Thank you DarkBeam for the code. Unfortunately I'm not used with Apophysis 7x and don't know how to use Zueuk's plugin. Do you have an example script? I'll try to understand his code but at a first sight it seems to me it is a Möbius transformation or something close. The method I'm intending to use is almost exactly the same as the 2D one I presented in this thread about using foldings to generate triangular groups tesselations (http://www.fractalforums.com/new-theories-and-research/the-power-of-fold/msg35853/#msg35853). But the key to do it successfully in 3D is in the painful details, mainly DE and solving for the folding planes (and or spheres). A solution is to go in 4D (using -inverse- stereographic projection) then back in 3D. That's just what I did with the polychora script. For the hyperbolic tesselation that will be a Minkowski spacetime. It's not a joke :dink: : The hyper-sphere will be replaced with Minkowski hyper-sphere (hyper-hyperbola) and sine and cosine will be replaced with their hyperbolic cousins. It's really wonderful how it is related to special relativity. :nerd: :headbatting: :canadian: :educated: :tool: Here is the updated script. If you want to dive inside the hypersphere just use 'travel' preset. You can chage direction of sight just as usual. in order to go forward change the 'RotAngle' parameter. Title: Re: Polyhedrons, many many polyhedrons... Post by: DarkBeam on January 30, 2012, 10:23:51 PM I can not really understand a single letter of what you said :D
Title: Re: Polyhedrons, many many polyhedrons... Post by: knighty on January 31, 2012, 12:17:56 PM Lol! ;D
I was a little over excited. maybe the cofee. I was referring to the hyperboloid model (http://en.wikipedia.org/wiki/Hyperboloid_model). Title: Re: Polyhedrons, many many polyhedrons... Post by: eiffie on January 31, 2012, 08:06:58 PM I always enjoy Knighty's scripts. I was wondering what it would look like "fractalized" with each vertice as another polyhedron. This is the result.

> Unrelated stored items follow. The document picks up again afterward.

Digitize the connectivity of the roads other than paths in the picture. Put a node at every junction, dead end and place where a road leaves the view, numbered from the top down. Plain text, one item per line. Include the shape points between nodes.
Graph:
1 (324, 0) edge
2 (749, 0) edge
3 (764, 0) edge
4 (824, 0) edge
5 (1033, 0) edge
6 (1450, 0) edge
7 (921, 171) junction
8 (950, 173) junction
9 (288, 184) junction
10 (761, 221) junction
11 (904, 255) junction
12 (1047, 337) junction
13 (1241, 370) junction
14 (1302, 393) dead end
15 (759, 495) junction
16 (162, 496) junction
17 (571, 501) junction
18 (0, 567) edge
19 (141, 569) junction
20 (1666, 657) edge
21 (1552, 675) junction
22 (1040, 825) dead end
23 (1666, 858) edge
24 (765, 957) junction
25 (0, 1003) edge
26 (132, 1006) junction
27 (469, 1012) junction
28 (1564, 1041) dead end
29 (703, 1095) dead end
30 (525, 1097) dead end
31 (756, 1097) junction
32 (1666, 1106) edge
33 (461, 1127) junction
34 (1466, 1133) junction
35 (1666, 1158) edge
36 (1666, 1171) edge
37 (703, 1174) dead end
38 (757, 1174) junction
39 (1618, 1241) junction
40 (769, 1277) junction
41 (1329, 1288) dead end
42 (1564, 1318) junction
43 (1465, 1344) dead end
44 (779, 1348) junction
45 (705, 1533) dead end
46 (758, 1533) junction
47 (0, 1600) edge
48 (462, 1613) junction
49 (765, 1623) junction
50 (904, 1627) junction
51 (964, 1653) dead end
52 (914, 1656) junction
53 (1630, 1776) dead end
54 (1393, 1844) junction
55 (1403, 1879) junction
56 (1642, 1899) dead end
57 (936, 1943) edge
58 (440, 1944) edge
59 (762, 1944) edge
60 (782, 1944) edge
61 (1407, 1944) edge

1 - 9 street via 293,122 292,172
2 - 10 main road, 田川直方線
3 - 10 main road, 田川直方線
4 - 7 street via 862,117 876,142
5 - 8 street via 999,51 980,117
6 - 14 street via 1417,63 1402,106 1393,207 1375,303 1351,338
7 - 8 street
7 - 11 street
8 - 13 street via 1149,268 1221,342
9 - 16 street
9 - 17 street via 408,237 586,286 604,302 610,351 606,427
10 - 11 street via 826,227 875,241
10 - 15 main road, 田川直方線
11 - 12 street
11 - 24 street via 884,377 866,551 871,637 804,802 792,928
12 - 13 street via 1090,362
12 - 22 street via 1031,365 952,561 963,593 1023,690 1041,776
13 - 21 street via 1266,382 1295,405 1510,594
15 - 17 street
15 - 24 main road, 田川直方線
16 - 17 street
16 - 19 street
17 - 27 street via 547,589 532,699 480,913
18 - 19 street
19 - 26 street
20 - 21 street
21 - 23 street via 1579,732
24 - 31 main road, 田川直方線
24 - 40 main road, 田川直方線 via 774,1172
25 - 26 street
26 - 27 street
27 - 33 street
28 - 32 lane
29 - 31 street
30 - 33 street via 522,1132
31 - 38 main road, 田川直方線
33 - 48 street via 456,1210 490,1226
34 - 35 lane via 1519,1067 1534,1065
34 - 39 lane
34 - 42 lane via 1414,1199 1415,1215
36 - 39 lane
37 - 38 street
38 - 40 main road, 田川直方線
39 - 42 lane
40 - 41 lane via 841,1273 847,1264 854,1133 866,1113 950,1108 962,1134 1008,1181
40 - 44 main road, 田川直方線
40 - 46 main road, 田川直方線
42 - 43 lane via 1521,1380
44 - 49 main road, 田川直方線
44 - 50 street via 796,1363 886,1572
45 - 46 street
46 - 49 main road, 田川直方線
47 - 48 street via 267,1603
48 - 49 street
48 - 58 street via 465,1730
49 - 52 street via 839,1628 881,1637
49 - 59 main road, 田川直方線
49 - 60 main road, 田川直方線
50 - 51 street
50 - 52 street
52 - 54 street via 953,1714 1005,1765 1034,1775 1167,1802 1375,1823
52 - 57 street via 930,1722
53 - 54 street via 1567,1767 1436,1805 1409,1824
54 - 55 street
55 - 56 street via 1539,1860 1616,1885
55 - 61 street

http://www.youtube.com/watch?v=-eo6ImWMcWg Title: Re: Polyhedrons, many many polyhedrons... Post by: knighty on January 31, 2012, 09:08:32 PM Wohooow!
:thumbsup1: :worm: :worm: :worm: I especially like how it grows up. Nicely done. With a good music it should be an instant win demo. :) Here is attached the 24-cell symmetry group polychoron script. (both "fat" and "thin" versions) Now I'll go to watch eiffie's video one more time ;D. Title: Re: Polyhedrons, many many polyhedrons... Post by: kram1032 on January 31, 2012, 09:50:21 PM whoa, really nice fractal polyhedron growth thing!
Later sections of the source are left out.